🔥 First they came for the incandescent bulbs...



  • ...dang, and I thought making light bulbs illegal was crazy.

    Purchasers of the Philips Hue "smart" ambient lighting system are finding out that the new firmware pushed out by the manufacturer has cut off access to previously-supported lightbulbs.

    Now they stop working! I never imagined light bulbs with firmware...


  • Discourse touched me in a no-no place

    Every goddamn time I hear about people who want to make a smarter energy grid[1], or a smarter city, or a smarter transportation network, I think "yes, but bullshit like this is what we actually get."

    [1] this one's especially annoying, as the primary driver for "smart" electric meter seems to be "allow the electric company the potential ability to turn off your AC in the summer." Not that they're necessarily going to, but they explicitly reserve the right to.


  • Discourse touched me in a no-no place

    Oh man, nice comment though: "i never did like phillips screwdrivers. guess the company isn't any better."


  • Discourse touched me in a no-no place

    Another: "I'm sure arstechnica will have a "sponsored" excuse for this."

    Ooh, that'll leave a mark. Or it would, if the drones at Arse Technica had any shame.



  • I'm surprised you of all people would assume that private enterprise couldn't one-up the government on this one.


  • Notification Spam Recipient

    DRM, product obsolescence and intentional lack of interoperability are all natural, and generally rational (to some level) result of corporate selfishness. Government-created systems normally have an entirely different set of WTFs.

    And the worst thing is that Philips has done this to their most enthusiastic fans. To the early adopters. To those who enthusiastically recommended the system to their friends.

    Early adopter = shit won't work. No exceptions.



  • @LaoC said:

    I'm surprised you of all people would assume that private enterprise couldn't one-up the government on this one.
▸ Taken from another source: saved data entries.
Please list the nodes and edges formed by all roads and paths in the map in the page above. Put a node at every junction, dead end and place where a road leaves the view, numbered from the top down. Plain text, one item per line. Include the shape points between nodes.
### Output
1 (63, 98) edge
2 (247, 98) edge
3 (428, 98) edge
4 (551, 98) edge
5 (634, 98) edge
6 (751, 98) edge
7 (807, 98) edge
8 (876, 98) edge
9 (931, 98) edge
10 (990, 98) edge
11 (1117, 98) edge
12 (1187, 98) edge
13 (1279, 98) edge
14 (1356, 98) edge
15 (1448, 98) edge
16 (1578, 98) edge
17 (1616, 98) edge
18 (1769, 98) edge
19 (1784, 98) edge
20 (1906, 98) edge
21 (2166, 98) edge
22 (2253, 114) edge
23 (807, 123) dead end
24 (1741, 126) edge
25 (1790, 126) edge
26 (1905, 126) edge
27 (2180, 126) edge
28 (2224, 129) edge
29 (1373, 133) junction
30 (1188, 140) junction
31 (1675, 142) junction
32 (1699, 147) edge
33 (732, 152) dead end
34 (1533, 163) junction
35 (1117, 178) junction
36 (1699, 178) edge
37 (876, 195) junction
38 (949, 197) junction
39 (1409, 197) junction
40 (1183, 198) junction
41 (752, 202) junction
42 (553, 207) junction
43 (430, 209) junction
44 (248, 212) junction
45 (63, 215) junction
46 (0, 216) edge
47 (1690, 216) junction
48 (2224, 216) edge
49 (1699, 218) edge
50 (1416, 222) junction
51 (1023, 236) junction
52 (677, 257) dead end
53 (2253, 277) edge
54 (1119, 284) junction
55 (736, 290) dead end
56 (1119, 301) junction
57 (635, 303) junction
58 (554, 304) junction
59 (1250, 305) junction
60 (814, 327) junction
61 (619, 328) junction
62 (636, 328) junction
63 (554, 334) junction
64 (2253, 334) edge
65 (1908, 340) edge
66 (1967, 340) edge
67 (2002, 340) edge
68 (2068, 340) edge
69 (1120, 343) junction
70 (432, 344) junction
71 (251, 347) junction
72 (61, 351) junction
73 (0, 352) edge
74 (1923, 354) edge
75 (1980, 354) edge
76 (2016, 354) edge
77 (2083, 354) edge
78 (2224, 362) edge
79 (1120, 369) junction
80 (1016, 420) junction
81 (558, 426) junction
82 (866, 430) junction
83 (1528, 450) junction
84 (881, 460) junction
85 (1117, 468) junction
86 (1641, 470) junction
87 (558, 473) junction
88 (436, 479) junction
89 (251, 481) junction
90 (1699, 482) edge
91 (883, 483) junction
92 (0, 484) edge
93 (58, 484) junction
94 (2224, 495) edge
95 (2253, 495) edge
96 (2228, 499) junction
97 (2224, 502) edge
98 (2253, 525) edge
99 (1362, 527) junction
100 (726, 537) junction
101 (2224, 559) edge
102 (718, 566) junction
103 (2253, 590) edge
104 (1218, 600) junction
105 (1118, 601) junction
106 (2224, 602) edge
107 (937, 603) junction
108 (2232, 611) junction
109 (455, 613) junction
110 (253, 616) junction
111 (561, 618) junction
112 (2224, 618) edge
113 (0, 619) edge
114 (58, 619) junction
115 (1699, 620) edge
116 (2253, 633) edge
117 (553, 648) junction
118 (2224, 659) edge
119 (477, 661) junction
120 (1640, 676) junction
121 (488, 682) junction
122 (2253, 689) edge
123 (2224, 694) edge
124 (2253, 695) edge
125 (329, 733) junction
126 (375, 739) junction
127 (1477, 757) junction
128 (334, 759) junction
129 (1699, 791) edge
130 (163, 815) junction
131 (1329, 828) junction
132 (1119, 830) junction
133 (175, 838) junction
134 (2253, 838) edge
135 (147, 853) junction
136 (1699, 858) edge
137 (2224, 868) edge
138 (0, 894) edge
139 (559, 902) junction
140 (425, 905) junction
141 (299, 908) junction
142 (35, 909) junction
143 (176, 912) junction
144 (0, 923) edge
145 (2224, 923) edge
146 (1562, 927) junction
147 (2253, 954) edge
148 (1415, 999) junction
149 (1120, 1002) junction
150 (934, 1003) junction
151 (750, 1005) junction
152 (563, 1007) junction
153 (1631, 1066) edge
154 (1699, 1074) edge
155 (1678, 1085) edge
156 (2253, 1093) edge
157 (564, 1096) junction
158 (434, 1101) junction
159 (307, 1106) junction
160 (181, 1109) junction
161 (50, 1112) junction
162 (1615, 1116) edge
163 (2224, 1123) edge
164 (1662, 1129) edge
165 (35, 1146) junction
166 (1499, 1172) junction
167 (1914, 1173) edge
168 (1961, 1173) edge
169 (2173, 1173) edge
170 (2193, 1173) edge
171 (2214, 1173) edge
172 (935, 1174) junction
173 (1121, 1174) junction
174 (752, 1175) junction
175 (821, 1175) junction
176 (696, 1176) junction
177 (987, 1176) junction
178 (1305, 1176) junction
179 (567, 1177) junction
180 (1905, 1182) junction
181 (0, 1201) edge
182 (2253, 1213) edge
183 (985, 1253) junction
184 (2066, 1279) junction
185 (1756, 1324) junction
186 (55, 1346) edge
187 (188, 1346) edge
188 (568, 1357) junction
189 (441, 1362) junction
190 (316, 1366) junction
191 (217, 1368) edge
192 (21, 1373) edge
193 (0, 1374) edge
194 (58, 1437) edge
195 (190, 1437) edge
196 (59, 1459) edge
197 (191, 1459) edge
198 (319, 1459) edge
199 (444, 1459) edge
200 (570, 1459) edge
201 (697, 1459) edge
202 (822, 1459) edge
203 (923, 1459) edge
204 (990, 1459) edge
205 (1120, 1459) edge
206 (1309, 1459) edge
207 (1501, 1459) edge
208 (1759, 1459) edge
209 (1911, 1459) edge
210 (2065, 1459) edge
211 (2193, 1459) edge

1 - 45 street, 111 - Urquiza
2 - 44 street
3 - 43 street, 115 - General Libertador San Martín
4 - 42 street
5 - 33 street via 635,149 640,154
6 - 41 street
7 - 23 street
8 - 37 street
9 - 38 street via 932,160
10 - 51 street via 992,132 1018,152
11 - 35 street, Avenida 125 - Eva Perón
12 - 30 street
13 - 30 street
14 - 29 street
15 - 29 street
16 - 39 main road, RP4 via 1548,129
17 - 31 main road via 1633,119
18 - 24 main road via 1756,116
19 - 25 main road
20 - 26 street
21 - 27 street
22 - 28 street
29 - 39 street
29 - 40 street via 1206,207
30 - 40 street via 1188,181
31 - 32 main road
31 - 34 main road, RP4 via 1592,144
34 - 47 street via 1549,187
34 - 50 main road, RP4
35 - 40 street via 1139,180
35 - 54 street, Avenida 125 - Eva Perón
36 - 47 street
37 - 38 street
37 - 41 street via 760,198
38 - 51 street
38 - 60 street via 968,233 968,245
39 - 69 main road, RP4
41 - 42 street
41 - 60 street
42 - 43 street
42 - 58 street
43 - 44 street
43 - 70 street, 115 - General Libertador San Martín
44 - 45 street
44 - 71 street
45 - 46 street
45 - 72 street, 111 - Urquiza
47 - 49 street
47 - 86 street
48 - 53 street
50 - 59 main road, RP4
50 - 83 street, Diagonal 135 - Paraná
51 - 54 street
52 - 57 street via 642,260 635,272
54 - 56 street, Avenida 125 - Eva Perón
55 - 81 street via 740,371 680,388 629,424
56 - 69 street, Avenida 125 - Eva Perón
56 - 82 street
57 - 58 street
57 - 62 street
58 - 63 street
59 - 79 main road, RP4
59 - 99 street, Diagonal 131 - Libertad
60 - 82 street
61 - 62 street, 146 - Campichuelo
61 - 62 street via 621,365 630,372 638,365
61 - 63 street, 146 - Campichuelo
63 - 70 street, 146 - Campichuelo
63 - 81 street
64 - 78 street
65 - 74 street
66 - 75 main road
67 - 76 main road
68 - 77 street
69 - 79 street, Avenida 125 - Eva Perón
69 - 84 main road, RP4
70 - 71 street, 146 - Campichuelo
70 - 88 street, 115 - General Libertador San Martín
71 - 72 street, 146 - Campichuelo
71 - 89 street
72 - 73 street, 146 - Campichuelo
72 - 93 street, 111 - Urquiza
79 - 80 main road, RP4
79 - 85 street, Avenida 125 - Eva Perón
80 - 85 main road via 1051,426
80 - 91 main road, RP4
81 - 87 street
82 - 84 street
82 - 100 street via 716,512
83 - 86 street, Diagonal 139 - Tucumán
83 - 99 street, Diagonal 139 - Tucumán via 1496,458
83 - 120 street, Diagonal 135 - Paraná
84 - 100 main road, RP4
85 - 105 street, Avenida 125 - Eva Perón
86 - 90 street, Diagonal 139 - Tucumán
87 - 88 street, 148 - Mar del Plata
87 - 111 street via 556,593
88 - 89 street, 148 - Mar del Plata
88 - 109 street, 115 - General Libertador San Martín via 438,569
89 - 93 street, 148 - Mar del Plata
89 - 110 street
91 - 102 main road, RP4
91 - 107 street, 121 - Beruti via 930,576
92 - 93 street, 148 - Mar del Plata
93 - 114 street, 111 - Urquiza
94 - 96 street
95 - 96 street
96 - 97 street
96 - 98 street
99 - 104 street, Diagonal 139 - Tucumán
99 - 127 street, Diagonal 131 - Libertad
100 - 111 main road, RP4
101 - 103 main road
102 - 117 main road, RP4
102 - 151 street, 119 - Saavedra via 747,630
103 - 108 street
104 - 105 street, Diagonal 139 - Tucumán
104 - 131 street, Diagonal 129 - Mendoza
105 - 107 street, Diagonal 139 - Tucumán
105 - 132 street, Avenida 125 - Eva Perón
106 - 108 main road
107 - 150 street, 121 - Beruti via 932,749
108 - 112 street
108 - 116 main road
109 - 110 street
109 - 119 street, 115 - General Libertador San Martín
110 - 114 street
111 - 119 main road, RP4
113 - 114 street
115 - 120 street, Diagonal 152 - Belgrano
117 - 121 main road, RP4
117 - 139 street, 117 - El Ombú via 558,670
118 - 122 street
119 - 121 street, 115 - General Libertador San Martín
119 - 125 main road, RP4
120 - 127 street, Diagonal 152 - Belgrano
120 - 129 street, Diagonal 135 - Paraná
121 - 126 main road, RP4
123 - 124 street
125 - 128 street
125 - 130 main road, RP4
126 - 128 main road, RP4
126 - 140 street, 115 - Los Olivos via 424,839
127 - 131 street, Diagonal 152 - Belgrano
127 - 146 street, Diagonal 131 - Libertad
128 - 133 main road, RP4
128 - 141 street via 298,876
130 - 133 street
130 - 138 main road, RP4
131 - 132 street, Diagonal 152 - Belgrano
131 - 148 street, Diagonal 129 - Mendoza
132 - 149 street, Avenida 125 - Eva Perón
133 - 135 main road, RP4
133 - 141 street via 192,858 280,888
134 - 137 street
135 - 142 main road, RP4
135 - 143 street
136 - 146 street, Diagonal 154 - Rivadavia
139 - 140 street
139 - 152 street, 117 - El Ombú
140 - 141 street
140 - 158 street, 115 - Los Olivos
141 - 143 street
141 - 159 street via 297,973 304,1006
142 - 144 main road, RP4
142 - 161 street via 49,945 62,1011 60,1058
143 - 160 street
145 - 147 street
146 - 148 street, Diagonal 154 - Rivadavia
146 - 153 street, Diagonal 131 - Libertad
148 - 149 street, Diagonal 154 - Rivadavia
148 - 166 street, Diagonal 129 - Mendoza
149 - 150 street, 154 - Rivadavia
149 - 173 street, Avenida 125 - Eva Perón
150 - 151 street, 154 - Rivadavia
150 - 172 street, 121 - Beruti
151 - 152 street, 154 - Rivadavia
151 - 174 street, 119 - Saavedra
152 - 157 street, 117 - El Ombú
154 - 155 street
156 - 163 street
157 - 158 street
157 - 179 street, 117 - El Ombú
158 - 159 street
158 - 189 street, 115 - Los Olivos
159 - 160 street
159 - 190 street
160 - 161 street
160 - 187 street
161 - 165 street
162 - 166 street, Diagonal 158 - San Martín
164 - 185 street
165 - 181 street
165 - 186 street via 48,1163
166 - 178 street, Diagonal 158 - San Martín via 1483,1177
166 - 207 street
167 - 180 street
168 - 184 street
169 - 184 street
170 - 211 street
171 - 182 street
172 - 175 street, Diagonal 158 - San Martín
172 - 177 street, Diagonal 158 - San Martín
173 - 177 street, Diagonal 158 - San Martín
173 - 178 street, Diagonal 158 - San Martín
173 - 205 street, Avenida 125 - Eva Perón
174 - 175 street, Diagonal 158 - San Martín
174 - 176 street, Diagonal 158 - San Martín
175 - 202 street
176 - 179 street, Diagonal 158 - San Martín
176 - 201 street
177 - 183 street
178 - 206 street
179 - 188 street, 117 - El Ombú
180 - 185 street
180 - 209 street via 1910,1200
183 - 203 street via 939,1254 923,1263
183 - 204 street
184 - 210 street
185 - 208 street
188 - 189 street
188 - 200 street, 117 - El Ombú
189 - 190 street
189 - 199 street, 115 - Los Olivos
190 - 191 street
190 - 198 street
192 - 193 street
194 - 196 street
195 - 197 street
    There's a big difference between offering to shoot people for using the wrong kind of bulb and tricking them into buying stuff they don't really want. Or whatever the hell Phillips did here. I'm not sure I understand the advantage in having lightbulbs this "smart." :belt_onion:



  • @anonymous234 said:

    Early adopter = shit won't work. No exceptions.

    I think people who used PS3 as Linux server and never updates works reasonably well.



  • @boomzilla said:

    There's a big difference between offering to shoot people for using the wrong kind of bulb and tricking them into buying stuff they don't really want. Or whatever the hell Phillips did here. I'm not sure I understand the advantage in having lightbulbs this "smart." :belt_onion:

    Sure, it's not like I wanted to belittle Philips' competitive advantage in producing crazy here—just make that three-up.



  • @boomzilla said:

    Now they stop working!

    Could have done worse. At least they didn't try to brick their competitors' products completely.
    EEVblog #676 - RANT: FTDI Bricking Counterfeit Chips! – 24:48
    — EEVblog



  • Quite fond of "And, of course, any attempt at a workaround is illegal, because you can't have a bunch of little people thinking they actually own the stuff they bought. That would be stealing."



  • @anonymous234 said:

    Early adopter = shit won't work. No exceptions.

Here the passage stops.